### Try it
Each line below must be transcribed with no word changed.

### Supplied data
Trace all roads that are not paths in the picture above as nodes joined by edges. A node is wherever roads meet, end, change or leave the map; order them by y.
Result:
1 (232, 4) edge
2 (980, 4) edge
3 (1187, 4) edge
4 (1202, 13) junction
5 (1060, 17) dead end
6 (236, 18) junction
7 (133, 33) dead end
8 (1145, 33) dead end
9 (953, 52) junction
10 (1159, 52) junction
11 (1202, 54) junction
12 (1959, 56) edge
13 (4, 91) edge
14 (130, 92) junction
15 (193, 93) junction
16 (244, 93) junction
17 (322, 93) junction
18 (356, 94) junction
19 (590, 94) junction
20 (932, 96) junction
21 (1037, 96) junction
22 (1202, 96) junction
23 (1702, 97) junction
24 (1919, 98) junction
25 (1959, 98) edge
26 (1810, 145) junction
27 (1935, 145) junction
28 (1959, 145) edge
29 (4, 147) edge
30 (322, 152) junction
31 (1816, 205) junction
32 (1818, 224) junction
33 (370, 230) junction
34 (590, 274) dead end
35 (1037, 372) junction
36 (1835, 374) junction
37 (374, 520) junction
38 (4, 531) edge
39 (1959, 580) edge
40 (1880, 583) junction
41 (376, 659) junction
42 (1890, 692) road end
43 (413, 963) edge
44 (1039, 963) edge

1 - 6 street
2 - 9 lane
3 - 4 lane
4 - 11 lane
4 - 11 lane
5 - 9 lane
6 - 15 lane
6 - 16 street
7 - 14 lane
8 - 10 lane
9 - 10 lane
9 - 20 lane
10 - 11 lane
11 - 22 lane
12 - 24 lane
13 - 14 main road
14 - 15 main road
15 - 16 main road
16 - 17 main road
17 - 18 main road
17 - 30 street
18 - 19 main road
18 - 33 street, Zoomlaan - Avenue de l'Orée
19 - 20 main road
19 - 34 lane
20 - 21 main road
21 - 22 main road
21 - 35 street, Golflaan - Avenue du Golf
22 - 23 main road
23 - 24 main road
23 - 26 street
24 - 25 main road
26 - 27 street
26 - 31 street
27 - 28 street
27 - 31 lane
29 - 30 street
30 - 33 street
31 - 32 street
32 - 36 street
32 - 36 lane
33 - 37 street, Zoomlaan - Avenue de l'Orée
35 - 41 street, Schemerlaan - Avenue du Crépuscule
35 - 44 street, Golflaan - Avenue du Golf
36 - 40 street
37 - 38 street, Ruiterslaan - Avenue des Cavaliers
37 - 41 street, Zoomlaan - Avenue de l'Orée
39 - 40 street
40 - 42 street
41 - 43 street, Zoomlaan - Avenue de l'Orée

### Task solution
Trace all roads that are not paths in the picture above as nodes joined by edges. A node is wherever roads meet, end, change or leave the map; order them by y.
Result:
1 (232, 4) edge
2 (980, 4) edge
3 (1187, 4) edge
4 (1202, 13) junction
5 (1060, 17) dead end
6 (236, 18) junction
7 (133, 33) dead end
8 (1145, 33) dead end
9 (953, 52) junction
10 (1159, 52) junction
11 (1202, 54) junction
12 (1959, 56) edge
13 (4, 91) edge
14 (130, 92) junction
15 (193, 93) junction
16 (244, 93) junction
17 (322, 93) junction
18 (356, 94) junction
19 (590, 94) junction
20 (932, 96) junction
21 (1037, 96) junction
22 (1202, 96) junction
23 (1702, 97) junction
24 (1919, 98) junction
25 (1959, 98) edge
26 (1810, 145) junction
27 (1935, 145) junction
28 (1959, 145) edge
29 (4, 147) edge
30 (322, 152) junction
31 (1816, 205) junction
32 (1818, 224) junction
33 (370, 230) junction
34 (590, 274) dead end
35 (1037, 372) junction
36 (1835, 374) junction
37 (374, 520) junction
38 (4, 531) edge
39 (1959, 580) edge
40 (1880, 583) junction
41 (376, 659) junction
42 (1890, 692) road end
43 (413, 963) edge
44 (1039, 963) edge

1 - 6 street
2 - 9 lane
3 - 4 lane
4 - 11 lane
4 - 11 lane
5 - 9 lane
6 - 15 lane
6 - 16 street
7 - 14 lane
8 - 10 lane
9 - 10 lane
9 - 20 lane
10 - 11 lane
11 - 22 lane
12 - 24 lane
13 - 14 main road
14 - 15 main road
15 - 16 main road
16 - 17 main road
17 - 18 main road
17 - 30 street
18 - 19 main road
18 - 33 street, Zoomlaan - Avenue de l'Orée
19 - 20 main road
19 - 34 lane
20 - 21 main road
21 - 22 main road
21 - 35 street, Golflaan - Avenue du Golf
22 - 23 main road
23 - 24 main road
23 - 26 street
24 - 25 main road
26 - 27 street
26 - 31 street
27 - 28 street
27 - 31 lane
29 - 30 street
30 - 33 street
31 - 32 street
32 - 36 street
32 - 36 lane
33 - 37 street, Zoomlaan - Avenue de l'Orée
35 - 41 street, Schemerlaan - Avenue du Crépuscule
35 - 44 street, Golflaan - Avenue du Golf
36 - 40 street
37 - 38 street, Ruiterslaan - Avenue des Cavaliers
37 - 41 street, Zoomlaan - Avenue de l'Orée
39 - 40 street
40 - 42 street
41 - 43 street, Zoomlaan - Avenue de l'Orée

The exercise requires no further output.